Nada que sugira sentimentos independentistas ou de conluio com estrangeiros passa sem a ameaça direta de prisão. Ainda pior, como teme Tak, ativistas como o jovem Joshua Wong foram parar na cadeia por protestos de 2019.

O famoso acerto do "um país, dois sistemas" deixou de existir na prática, e nem todo mundo está infeliz com isso.
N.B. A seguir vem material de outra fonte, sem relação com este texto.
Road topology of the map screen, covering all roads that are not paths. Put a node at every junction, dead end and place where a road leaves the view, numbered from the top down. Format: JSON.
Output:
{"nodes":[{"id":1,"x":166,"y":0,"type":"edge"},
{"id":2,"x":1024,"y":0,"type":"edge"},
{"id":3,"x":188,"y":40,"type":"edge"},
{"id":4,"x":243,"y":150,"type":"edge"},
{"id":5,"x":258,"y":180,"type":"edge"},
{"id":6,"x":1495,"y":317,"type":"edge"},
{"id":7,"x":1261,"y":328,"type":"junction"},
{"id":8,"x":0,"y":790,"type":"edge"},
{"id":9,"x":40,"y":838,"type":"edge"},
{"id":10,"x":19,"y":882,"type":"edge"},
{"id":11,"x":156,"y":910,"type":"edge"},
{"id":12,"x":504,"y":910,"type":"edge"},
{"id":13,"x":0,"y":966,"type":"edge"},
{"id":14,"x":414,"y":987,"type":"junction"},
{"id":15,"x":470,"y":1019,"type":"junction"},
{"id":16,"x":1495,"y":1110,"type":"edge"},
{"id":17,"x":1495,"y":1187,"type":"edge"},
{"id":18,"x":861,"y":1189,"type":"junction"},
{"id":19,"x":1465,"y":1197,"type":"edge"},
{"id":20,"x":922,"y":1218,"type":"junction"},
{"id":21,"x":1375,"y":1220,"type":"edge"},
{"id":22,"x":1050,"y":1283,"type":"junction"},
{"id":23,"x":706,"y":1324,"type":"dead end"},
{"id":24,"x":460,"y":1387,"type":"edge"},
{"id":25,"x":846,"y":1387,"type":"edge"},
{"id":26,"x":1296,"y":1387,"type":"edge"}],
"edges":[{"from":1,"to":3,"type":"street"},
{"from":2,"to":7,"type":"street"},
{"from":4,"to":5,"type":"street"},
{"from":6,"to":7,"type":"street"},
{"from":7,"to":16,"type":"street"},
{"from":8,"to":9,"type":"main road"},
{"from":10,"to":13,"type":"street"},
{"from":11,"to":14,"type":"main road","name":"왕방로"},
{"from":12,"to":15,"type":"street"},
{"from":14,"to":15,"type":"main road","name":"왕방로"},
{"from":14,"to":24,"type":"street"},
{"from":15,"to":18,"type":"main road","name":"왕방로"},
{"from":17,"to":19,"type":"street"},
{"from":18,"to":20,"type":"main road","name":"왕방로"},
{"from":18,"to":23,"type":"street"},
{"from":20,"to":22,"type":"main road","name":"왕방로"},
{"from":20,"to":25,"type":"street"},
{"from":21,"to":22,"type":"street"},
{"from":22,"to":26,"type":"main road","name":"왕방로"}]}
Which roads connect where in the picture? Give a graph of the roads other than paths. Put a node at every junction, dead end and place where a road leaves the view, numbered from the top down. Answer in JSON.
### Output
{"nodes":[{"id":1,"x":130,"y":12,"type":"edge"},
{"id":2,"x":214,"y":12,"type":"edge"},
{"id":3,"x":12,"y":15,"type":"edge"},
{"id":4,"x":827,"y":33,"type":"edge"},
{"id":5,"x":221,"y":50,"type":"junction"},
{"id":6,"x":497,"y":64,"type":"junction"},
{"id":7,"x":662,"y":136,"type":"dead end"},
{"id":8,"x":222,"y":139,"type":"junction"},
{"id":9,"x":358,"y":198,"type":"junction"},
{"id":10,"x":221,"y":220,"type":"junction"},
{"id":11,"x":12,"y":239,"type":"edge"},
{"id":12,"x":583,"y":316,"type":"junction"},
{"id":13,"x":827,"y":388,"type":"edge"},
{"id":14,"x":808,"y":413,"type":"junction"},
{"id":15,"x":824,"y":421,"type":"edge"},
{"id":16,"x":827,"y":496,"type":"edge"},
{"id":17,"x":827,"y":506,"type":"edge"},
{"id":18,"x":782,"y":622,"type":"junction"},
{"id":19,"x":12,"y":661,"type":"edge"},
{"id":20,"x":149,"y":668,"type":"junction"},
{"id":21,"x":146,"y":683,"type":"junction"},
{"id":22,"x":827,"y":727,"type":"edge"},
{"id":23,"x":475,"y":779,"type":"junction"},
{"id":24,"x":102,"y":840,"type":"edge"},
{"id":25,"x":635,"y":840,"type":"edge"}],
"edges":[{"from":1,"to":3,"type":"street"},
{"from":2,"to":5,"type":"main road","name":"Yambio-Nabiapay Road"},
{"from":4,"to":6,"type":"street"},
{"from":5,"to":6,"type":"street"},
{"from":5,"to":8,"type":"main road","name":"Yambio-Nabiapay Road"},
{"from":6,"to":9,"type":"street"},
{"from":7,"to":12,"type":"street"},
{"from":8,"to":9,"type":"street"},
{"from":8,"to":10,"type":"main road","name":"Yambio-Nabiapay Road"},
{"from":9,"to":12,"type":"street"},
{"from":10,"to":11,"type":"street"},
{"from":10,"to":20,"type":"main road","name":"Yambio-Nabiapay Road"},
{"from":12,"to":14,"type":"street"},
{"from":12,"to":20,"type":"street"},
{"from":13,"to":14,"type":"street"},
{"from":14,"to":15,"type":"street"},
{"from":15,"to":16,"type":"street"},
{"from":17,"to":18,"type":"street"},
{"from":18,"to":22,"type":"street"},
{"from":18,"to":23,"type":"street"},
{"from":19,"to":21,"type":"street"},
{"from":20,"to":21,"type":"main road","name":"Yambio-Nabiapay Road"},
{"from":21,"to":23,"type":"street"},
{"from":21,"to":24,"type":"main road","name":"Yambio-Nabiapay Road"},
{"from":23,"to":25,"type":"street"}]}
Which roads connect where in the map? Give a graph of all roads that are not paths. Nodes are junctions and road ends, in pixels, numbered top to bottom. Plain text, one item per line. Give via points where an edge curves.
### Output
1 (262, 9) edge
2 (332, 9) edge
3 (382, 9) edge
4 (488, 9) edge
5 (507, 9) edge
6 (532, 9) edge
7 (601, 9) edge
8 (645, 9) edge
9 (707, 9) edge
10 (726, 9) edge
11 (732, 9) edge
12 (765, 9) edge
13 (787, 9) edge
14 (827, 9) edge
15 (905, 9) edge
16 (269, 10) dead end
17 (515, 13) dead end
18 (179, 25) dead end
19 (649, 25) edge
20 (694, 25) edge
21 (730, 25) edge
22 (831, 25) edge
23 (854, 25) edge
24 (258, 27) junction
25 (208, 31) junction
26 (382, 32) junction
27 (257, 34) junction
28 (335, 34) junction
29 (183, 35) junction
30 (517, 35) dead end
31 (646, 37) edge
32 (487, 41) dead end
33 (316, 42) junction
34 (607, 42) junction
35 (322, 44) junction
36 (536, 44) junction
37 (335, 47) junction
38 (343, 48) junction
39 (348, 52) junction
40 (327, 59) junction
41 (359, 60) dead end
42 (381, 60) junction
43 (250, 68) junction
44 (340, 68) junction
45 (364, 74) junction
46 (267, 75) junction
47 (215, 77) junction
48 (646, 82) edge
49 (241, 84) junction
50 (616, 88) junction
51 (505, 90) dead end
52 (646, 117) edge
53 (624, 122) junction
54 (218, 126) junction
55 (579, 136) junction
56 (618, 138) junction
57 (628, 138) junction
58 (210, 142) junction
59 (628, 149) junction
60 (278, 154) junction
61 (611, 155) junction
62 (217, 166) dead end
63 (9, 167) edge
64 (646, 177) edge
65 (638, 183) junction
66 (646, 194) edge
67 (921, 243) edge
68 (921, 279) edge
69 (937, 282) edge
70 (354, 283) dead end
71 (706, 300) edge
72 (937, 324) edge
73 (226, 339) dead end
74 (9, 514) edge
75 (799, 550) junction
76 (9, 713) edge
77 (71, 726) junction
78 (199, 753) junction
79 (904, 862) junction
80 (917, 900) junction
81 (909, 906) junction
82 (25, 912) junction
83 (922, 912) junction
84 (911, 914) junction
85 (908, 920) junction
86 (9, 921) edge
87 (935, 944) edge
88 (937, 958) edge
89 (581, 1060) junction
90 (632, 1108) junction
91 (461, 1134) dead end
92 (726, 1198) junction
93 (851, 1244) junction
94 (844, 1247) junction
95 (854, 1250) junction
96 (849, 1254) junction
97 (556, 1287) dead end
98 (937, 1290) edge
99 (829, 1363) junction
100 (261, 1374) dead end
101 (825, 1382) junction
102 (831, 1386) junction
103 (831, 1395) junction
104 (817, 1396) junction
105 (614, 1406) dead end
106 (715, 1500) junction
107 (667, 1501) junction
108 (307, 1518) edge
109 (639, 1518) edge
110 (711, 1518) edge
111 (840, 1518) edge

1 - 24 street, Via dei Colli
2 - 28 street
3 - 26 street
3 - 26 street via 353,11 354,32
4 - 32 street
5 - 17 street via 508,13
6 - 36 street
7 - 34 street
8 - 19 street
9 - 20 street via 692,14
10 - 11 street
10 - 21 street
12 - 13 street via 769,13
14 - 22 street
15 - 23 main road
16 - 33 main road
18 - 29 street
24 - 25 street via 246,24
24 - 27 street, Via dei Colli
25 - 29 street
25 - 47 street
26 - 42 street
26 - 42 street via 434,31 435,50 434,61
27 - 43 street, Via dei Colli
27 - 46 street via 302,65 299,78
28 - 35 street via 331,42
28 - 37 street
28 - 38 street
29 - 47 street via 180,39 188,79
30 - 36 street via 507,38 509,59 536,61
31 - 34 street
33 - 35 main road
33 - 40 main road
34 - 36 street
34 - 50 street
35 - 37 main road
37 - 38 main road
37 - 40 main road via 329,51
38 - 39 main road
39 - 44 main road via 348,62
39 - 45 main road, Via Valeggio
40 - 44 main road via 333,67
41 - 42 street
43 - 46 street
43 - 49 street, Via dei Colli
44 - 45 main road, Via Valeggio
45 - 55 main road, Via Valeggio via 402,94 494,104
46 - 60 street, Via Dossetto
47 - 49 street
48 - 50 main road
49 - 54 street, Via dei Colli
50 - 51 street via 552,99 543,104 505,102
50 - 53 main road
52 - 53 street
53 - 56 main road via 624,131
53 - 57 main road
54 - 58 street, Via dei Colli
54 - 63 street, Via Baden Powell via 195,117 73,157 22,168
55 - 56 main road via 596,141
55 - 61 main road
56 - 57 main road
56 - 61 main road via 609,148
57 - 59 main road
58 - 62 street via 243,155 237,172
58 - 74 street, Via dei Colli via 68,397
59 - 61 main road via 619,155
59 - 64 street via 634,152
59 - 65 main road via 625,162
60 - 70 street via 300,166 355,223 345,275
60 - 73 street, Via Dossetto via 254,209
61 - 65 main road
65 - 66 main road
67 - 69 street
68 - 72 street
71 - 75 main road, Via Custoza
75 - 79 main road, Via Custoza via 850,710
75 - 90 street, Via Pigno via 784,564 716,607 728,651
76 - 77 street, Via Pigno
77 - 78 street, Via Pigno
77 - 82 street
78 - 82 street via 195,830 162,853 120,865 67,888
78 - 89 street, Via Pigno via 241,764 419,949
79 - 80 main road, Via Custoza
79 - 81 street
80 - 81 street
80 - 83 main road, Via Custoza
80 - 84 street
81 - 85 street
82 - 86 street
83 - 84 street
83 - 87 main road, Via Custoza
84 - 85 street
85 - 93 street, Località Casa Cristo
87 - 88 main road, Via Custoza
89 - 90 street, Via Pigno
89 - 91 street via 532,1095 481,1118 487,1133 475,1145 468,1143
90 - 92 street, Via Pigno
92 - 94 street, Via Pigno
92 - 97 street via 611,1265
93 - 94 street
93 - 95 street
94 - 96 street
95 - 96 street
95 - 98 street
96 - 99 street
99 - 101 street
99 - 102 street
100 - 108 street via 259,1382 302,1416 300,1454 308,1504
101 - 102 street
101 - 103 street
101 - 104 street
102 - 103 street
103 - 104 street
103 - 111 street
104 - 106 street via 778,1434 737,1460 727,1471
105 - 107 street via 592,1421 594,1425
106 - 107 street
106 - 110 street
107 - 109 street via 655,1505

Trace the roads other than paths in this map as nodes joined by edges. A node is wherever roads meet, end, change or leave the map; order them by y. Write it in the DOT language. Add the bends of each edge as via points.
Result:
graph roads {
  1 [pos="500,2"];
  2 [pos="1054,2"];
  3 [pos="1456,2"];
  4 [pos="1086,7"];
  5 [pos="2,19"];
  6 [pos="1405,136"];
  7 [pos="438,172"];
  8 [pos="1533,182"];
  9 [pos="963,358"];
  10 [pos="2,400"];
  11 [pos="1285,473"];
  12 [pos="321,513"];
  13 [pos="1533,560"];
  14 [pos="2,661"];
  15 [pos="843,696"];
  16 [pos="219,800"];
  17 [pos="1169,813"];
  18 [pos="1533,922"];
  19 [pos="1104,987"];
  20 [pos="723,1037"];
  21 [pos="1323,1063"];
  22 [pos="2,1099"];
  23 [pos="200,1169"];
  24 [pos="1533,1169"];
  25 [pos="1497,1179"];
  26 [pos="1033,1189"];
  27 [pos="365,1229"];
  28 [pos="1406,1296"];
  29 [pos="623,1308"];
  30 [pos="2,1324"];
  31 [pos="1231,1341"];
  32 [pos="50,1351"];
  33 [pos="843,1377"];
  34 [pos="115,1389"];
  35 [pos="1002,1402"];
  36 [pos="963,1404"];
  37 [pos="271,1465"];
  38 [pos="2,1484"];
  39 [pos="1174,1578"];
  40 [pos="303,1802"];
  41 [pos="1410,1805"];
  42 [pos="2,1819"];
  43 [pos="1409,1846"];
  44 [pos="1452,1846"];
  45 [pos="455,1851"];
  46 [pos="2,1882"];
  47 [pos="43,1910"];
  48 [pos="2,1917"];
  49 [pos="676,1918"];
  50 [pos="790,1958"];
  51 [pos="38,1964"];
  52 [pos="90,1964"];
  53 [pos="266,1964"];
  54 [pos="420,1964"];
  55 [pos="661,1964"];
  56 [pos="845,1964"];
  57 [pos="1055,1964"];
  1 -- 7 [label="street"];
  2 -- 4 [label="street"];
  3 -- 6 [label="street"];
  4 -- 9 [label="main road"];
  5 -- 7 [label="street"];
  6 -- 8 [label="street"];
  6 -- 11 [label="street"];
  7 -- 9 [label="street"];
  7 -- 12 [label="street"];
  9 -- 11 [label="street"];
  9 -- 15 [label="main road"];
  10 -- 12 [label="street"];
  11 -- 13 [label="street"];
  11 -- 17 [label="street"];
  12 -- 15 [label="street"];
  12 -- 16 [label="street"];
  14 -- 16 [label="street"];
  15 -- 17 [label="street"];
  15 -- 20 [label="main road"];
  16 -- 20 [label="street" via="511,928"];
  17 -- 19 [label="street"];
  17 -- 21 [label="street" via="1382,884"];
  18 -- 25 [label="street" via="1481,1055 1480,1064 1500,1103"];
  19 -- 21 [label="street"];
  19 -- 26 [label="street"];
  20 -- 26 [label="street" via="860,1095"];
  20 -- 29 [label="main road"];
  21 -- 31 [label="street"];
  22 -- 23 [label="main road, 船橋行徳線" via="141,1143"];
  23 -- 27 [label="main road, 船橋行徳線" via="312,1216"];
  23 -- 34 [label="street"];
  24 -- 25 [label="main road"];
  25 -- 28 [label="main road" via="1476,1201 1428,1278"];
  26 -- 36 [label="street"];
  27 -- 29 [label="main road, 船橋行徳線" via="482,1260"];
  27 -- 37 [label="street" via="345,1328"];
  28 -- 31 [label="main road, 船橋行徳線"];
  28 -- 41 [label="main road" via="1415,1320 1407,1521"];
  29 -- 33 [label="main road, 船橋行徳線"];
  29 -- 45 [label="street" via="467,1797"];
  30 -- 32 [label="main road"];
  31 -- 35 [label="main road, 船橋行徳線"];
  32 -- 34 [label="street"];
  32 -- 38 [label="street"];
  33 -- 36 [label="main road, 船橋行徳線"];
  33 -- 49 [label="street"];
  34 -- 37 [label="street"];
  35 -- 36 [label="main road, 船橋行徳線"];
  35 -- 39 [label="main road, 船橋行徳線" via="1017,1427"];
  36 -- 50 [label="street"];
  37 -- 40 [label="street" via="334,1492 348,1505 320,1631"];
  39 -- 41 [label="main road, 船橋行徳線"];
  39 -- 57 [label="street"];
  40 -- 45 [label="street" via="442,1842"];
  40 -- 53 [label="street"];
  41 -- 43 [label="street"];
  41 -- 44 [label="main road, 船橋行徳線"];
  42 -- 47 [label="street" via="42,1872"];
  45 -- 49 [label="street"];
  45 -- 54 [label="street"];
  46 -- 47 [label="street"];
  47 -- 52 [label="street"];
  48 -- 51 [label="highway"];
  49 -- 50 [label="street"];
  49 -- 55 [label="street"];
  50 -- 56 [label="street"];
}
Como relata Tak, muitos empresários e banqueiros estavam genuinamente preocupados com o impacto da turbulência política permanente no território.

Além disso, ele lembra que os partidos pró-Pequim, dominantes no Conselho Legislativo, foram derrotados, mas tiveram 40% dos votos na eleição local de 2019.

Agora, a oposição segue desnorteada, após seu pior ano desde 1997. O ato de bravura dos 15 deputados remanescentes pró-democracia no Conselho, de renunciar após Pequim cassar 4 de seus colegas, ainda é visto como uma faca de dois gumes.

"Perdemos uma tribuna para o mundo. Cada dia estamos mais iguais a Pequim, com um Parlamento que só carimba o que o Partido Comunista mandar, mas com uma classe empresarial satisfeita", queixou-se num fórum de ativistas Steve Lee, que atua em Mong Kok, na área continental de Hong Kong.

Há alguma subjetividade adicional. O discurso pró-democracia ganha simpatia no Ocidente e faz emergir uma Hong Kong idílica, ainda sob o domínio colonial. Mas durante os mais de 150 anos de reinado de Londres, o local não era uma ilha de tranquilidade.

Nos grandes distúrbios de 1967, o sentimento era antiocidental, por exemplo.

Com líderes presos ou sob forte coerção, é previsível que a eleição do próximo setembro ossifique de vez as estruturas políticas. "Não temos para onde correr", escreveu Lee. Os atos murcharam de vez.

Se isso vai de fato afastar investidores, como temem os analistas do mercado financeiro entusiastas do supercapitalismo desregulado vigente no território, é algo a ver. A aposta de Pequim ficou clara, embasada no conceito do regime de que já basta uma Taiwan rebelde.

Tak acredita que o rumo será o de uma normalização da subjugação. "Ninguém achava que Pequim iria esperar até 2047 com aquele povo na rua protestando. E muitos só veem uma disputa entre a China e o Ocidente, os Estados Unidos, conosco perdidos no meio", afirma.

Nesse sentido, a chegada de Joe Biden ao poder é vista com desconfiança. Donald Trump apostou numa retórica Guerra Fria 2.0 contra a China e colocou Hong Kong no centro de sua estratégia.

Se é certo que a rivalidade permanece, talvez o tom seja amainado —fazendo parecer ainda mais bizarras as cenas de estudantes cantando o hino nacional americano e louvando Trump em novembro de 2019.